Details des Arzneimittelabkommens

Das betreffende Abkommen, das im Dezember des vergangenen Jahres unterzeichnet wurde, erlaubt es Großbritannien, für drei Jahre von null Zöllen auf amerikanische Arzneimittelprodukte zu profitieren. Im Rahmen dieses Abkommens hat sich die britische Regierung verpflichtet, ihre Ausgaben für neue Medikamente zu verdoppeln und bis 2035 auf 0,6 Prozent des Bruttoinlandsprodukts zu erhöhen.

Intransparenz bei den Kosten

Die Gesetzgeber erklärten in einem Schreiben an das National Audit Office, dass "ein erhebliches öffentliches Interesse daran besteht, die Auswirkungen dieses Abkommens auf die öffentlichen Ausgaben zu verstehen". Sie forderten auch, dass die Behörde schnell prüft, ob dieses Abkommen wirtschaftlichen Wert für die Steuerzahler hat oder nicht.
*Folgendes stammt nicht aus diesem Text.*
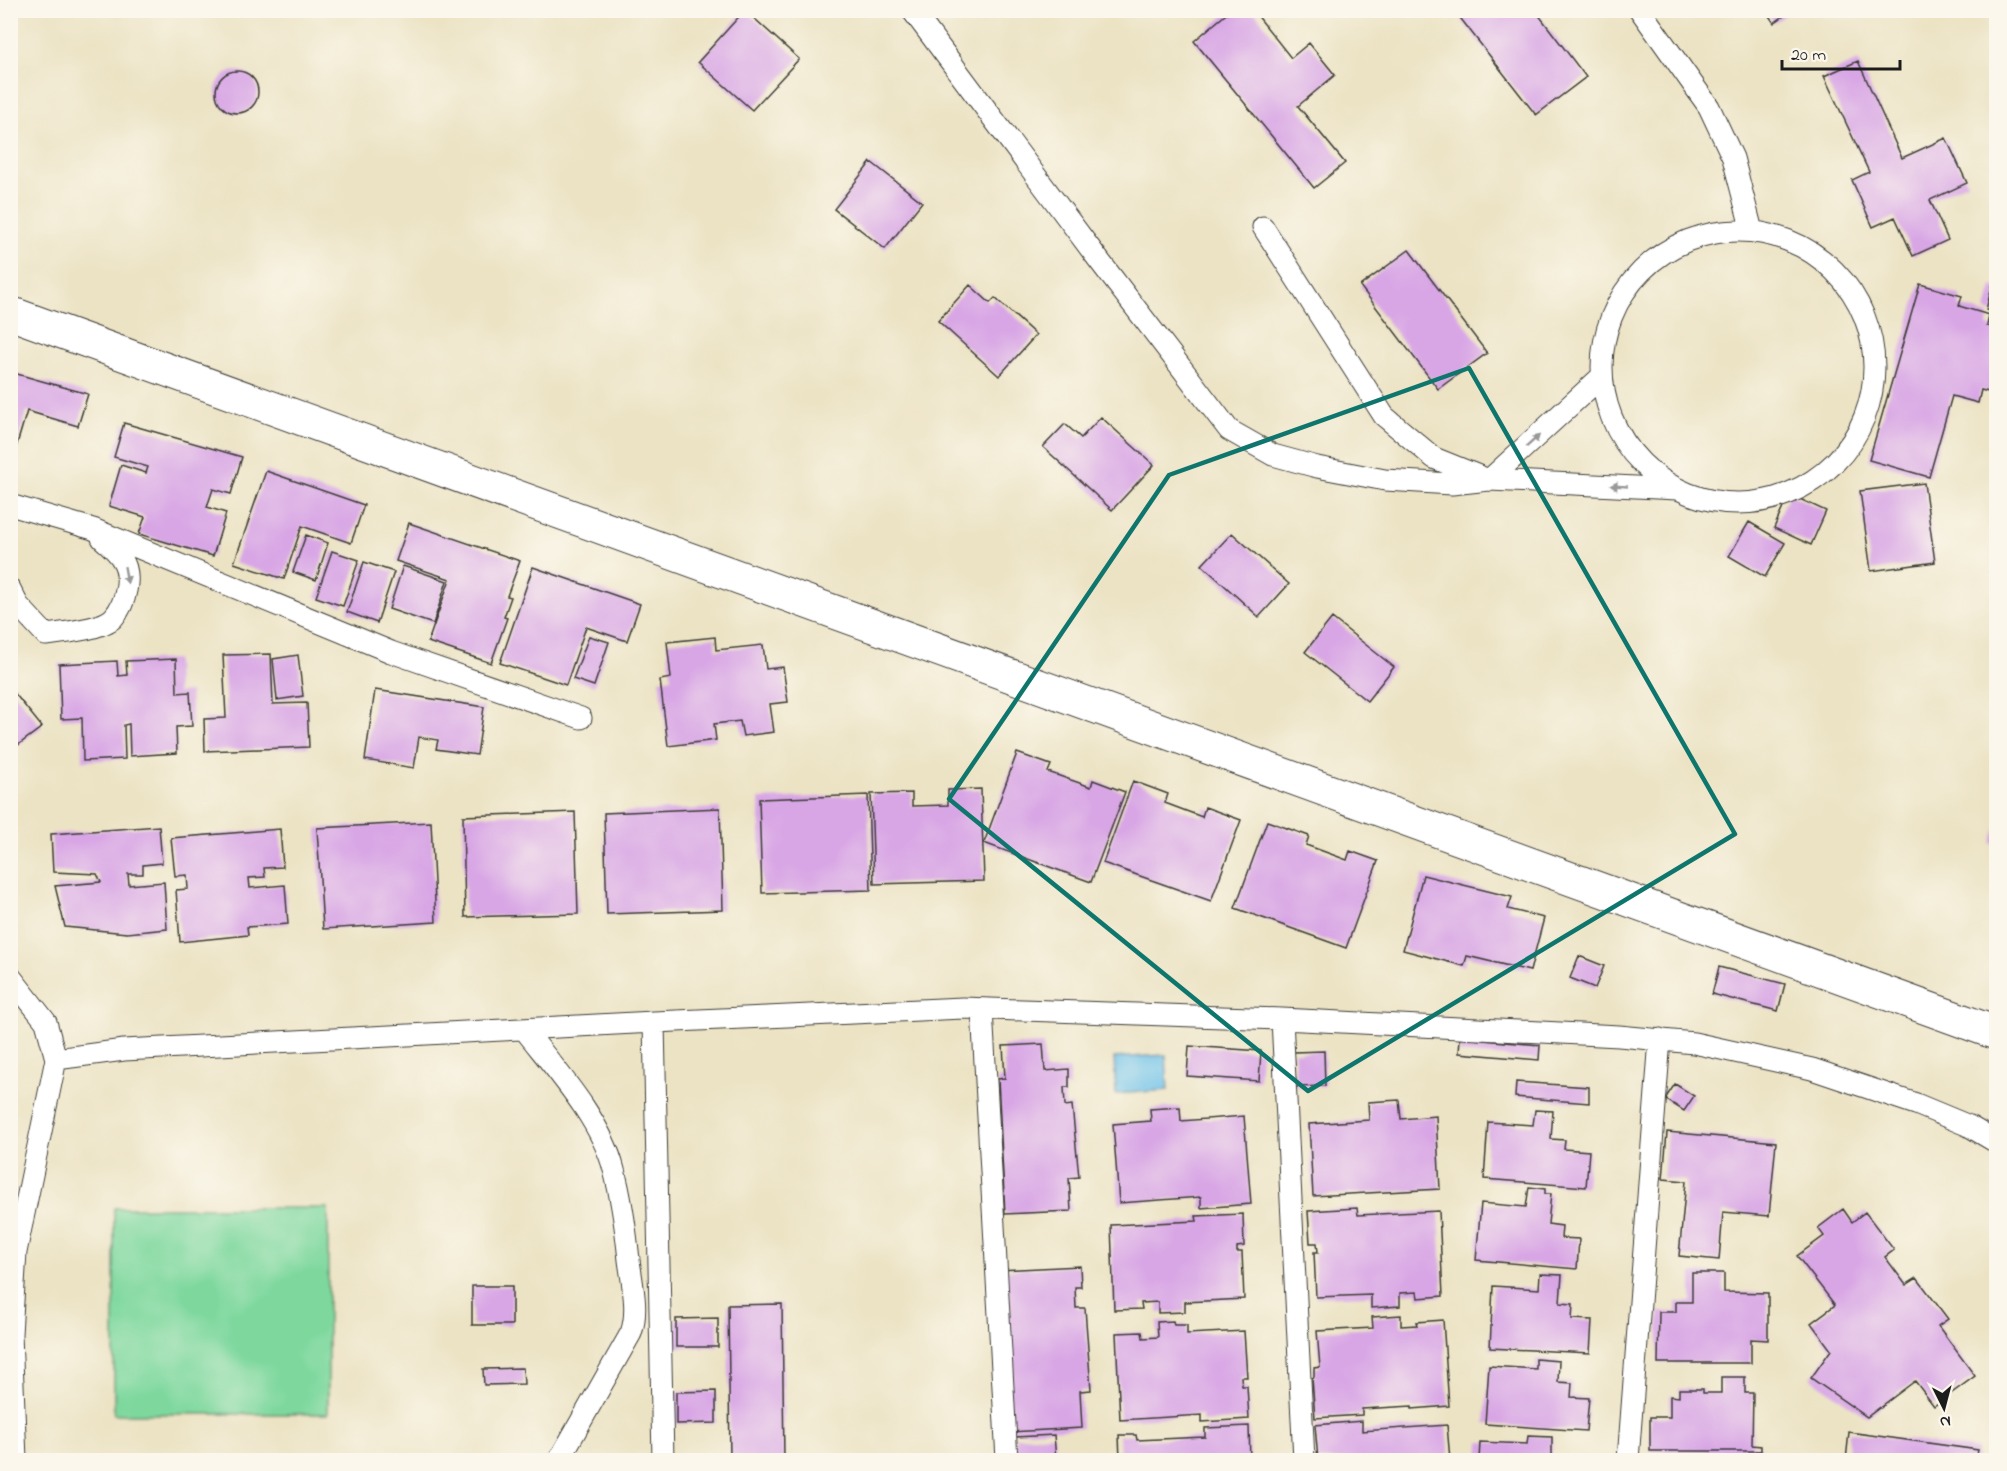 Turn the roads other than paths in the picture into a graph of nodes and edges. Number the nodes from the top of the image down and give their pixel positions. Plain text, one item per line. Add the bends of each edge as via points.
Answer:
1 (912, 10) edge
2 (1640, 10) edge
3 (1263, 227) dead end
4 (1752, 231) junction
5 (10, 313) edge
6 (1601, 377) junction
7 (1489, 480) junction
8 (1677, 489) junction
9 (10, 505) edge
10 (93, 529) junction
11 (10, 589) edge
12 (581, 718) dead end
13 (10, 976) edge
14 (982, 1008) junction
15 (1282, 1019) junction
16 (654, 1022) junction
17 (524, 1029) junction
18 (1996, 1033) edge
19 (1660, 1039) junction
20 (56, 1059) junction
21 (1996, 1142) edge
22 (16, 1461) edge
23 (559, 1461) edge
24 (663, 1461) edge
25 (1007, 1461) edge
26 (1304, 1461) edge
27 (1628, 1461) edge

1 - 7 lane via 1229,430 1272,455 1317,468 1385,480 1452,484
2 - 4 lane via 1709,107 1733,158
3 - 7 lane via 1384,416 1434,458
4 - 6 lane via 1704,235 1661,254 1627,287 1606,329
4 - 8 lane via 1794,243 1830,267 1858,300 1872,340 1874,384 1862,425 1837,461 1803,487 1762,501 1718,502
5 - 18 street
7 -> 6 lane
6 - 8 lane via 1612,423 1638,462
8 -> 7 lane
9 - 10 lane
10 -> 11 lane via 123,559 129,581 112,619 81,631 46,635 18,605
10 - 12 lane via 391,651
13 - 20 lane via 46,1022
14 - 15 lane
14 - 16 lane
14 - 25 lane
15 - 19 lane
15 - 26 lane
16 - 17 lane
16 - 24 lane
17 - 20 lane via 135,1050
17 - 23 lane via 569,1086 604,1143 614,1169 633,1287 635,1318 631,1333
19 - 21 lane via 1812,1069 1916,1104
19 - 27 lane
20 - 22 lane via 16,1252 11,1334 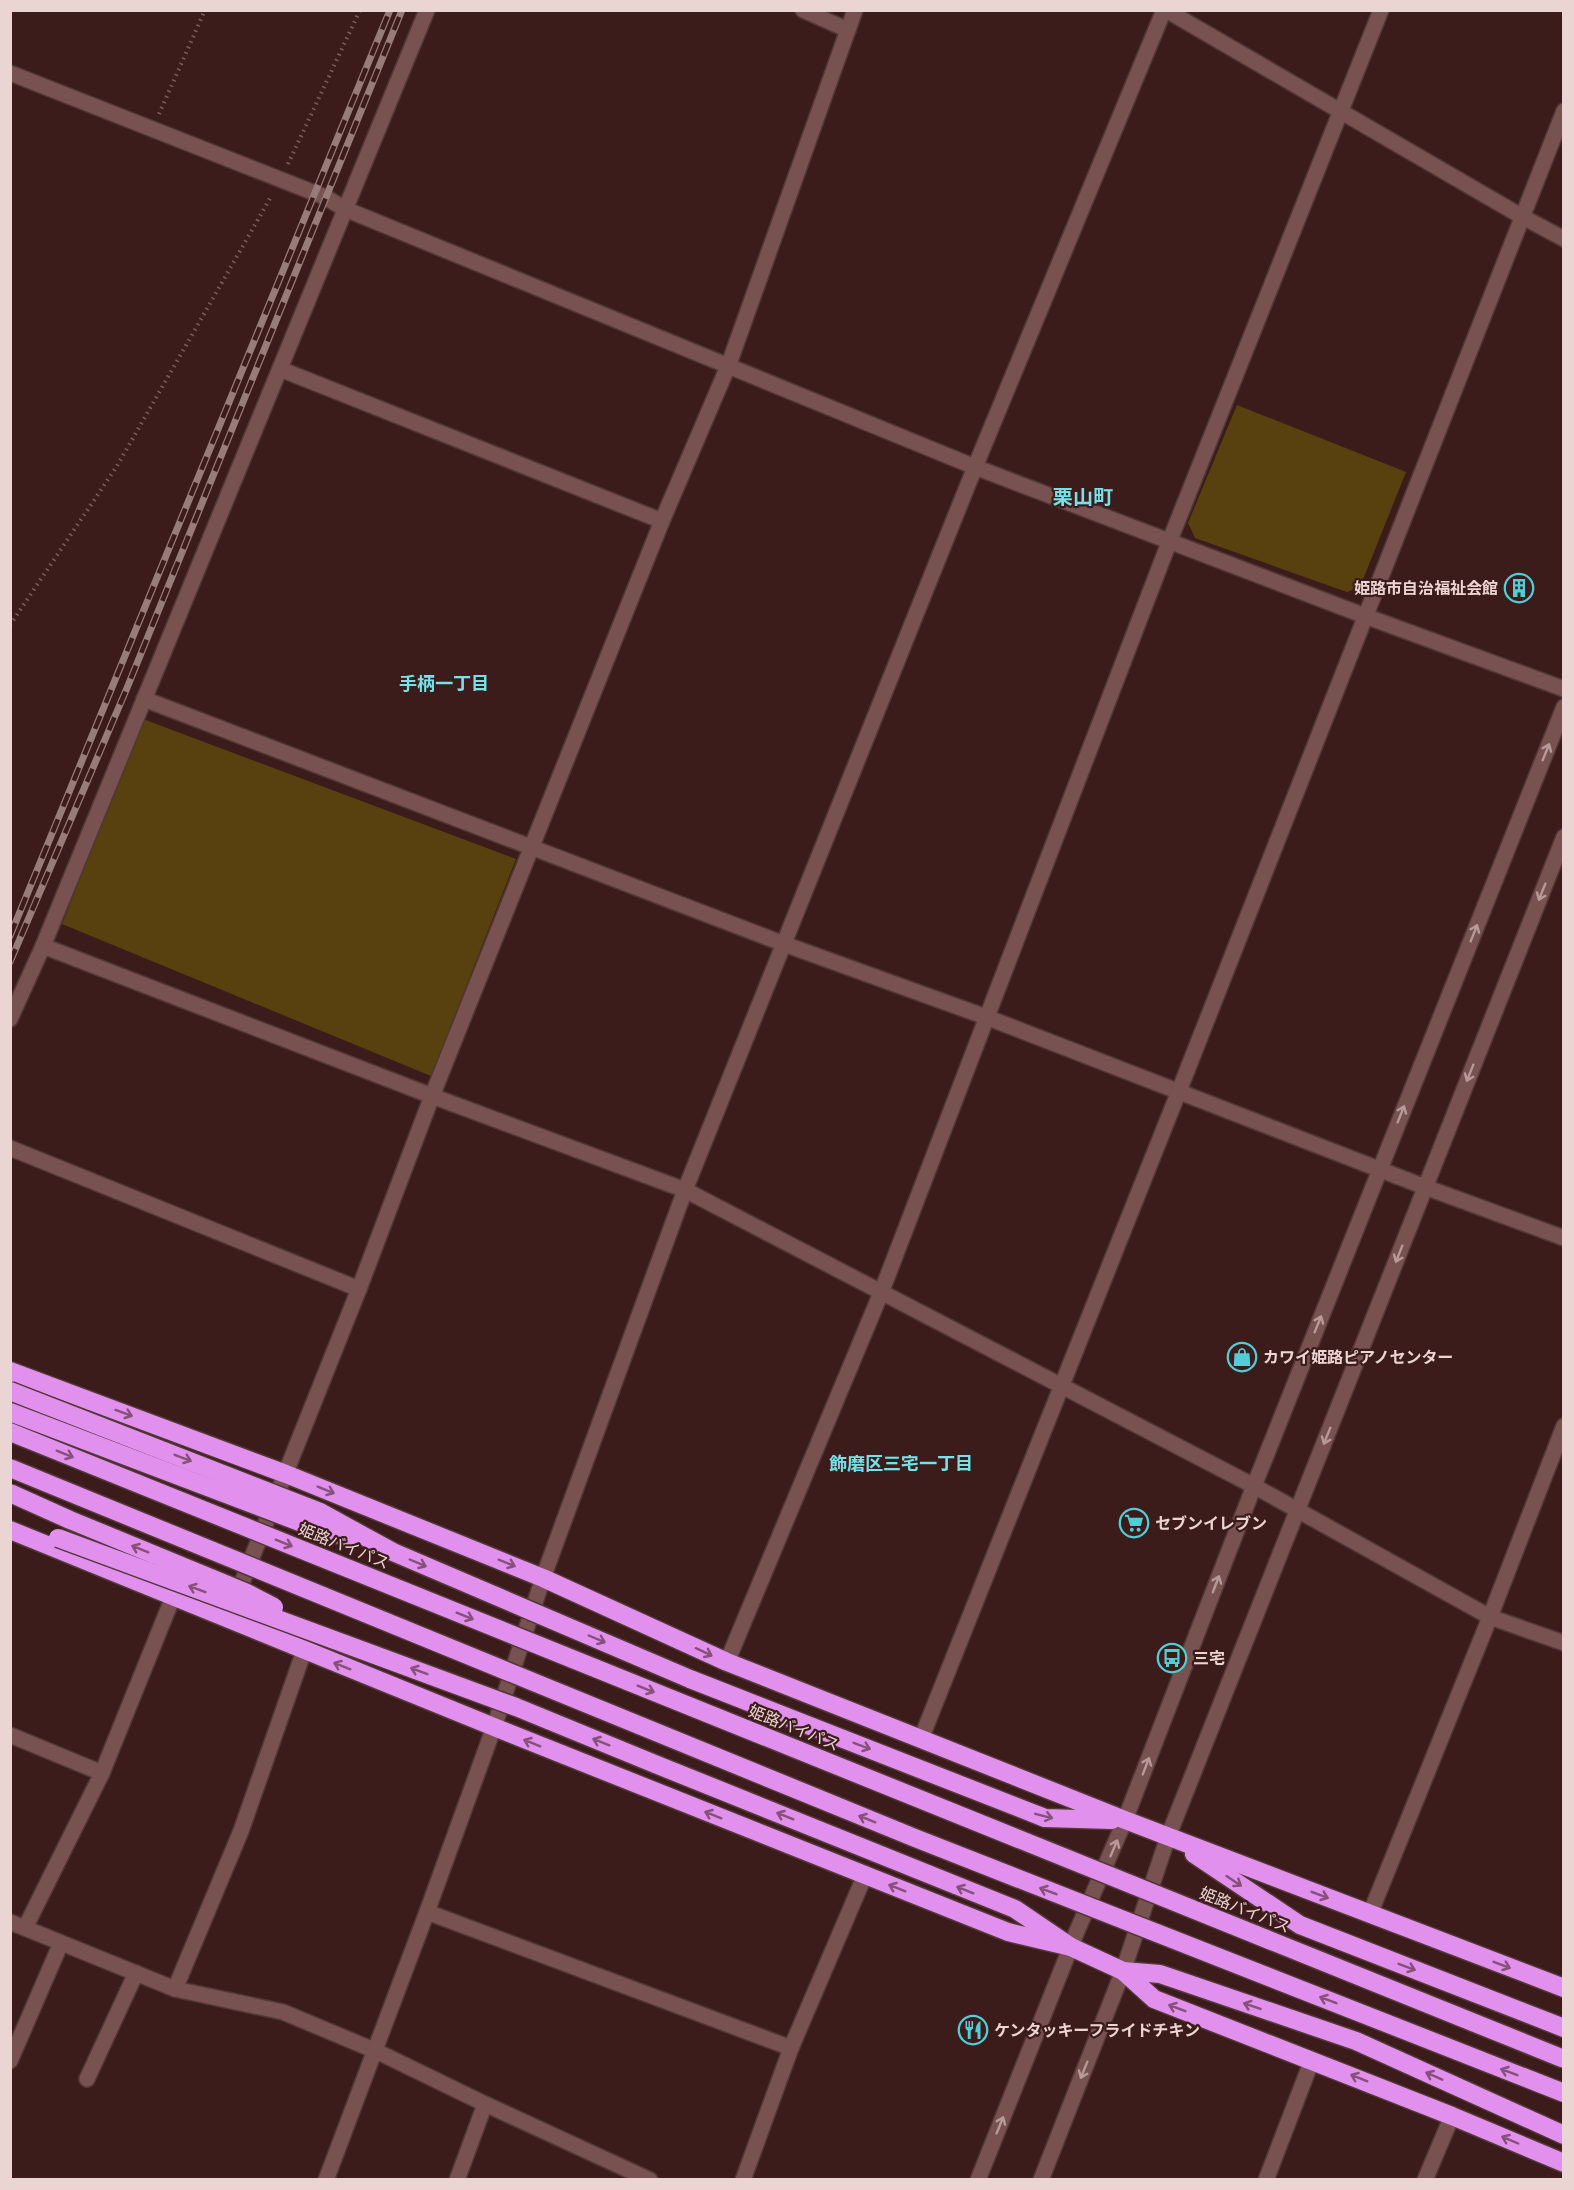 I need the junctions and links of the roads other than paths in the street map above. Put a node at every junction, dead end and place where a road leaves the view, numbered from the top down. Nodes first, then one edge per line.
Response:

Die britische Regierung hat bisher die Einzelheiten der Kosten dieses Abkommens dem National Health Service vorenthalten und lediglich geschätzt, dass das Abkommen etwa eine Milliarde Pfund kosten wird.

Sarah Gainsbury, leitende Politikanalystin am Nuffield Trust, war zuvor der Zugang zu der Bewertung der Auswirkungen dieses Abkommens durch die Regierung verweigert worden. Das Büro des Informationskommissars erklärte, dass das Gesundheits- und Sozialministerium argumentiert habe, dass die Veröffentlichung dieser Informationen "die Entwicklung aktueller Politiken, internationale Beziehungen und Geschäftsinteressen beeinflussen könnte".

Gainsbury hat auch das Informationsgericht am 17. August aufgesucht, um die Entscheidung der Regierung zur Nichtveröffentlichung der Bewertung zu überprüfen. Dieser Fall soll zwischen Dezember und Februar geprüft werden.

Gainsbury erklärte, dass dieses Handelsabkommen "negative Auswirkungen auf die Fähigkeit des NHS haben wird, die Gesundheit der Bevölkerung zu verbessern, da es Ressourcen von kostengünstigeren Pflegeansätzen zu teureren und oft weniger klaren Behandlungen verlagern wird".

Sie fügte hinzu: "Die Regierung hat erklärt, dass dieses Abkommen notwendig ist, um das wirtschaftliche Wachstum zu unterstützen, ist jedoch nicht bereit, die Einzelheiten ihrer Bewertung in diesem Bereich offenzulegen. Wir sollten nicht vor Gericht gehen müssen, um Transparenz über Themen zu erreichen, die solch große Auswirkungen auf die Gesundheitsdienste unseres Landes haben, aber jetzt befinden wir uns in einer solchen Situation. Diese Anfrage von sechs Vorsitzenden parlamentarischer Ausschüsse zeigt wirklich die Stärke des öffentlichen Interesses an Transparenz, und wir hoffen, dass die Regierung darauf hört."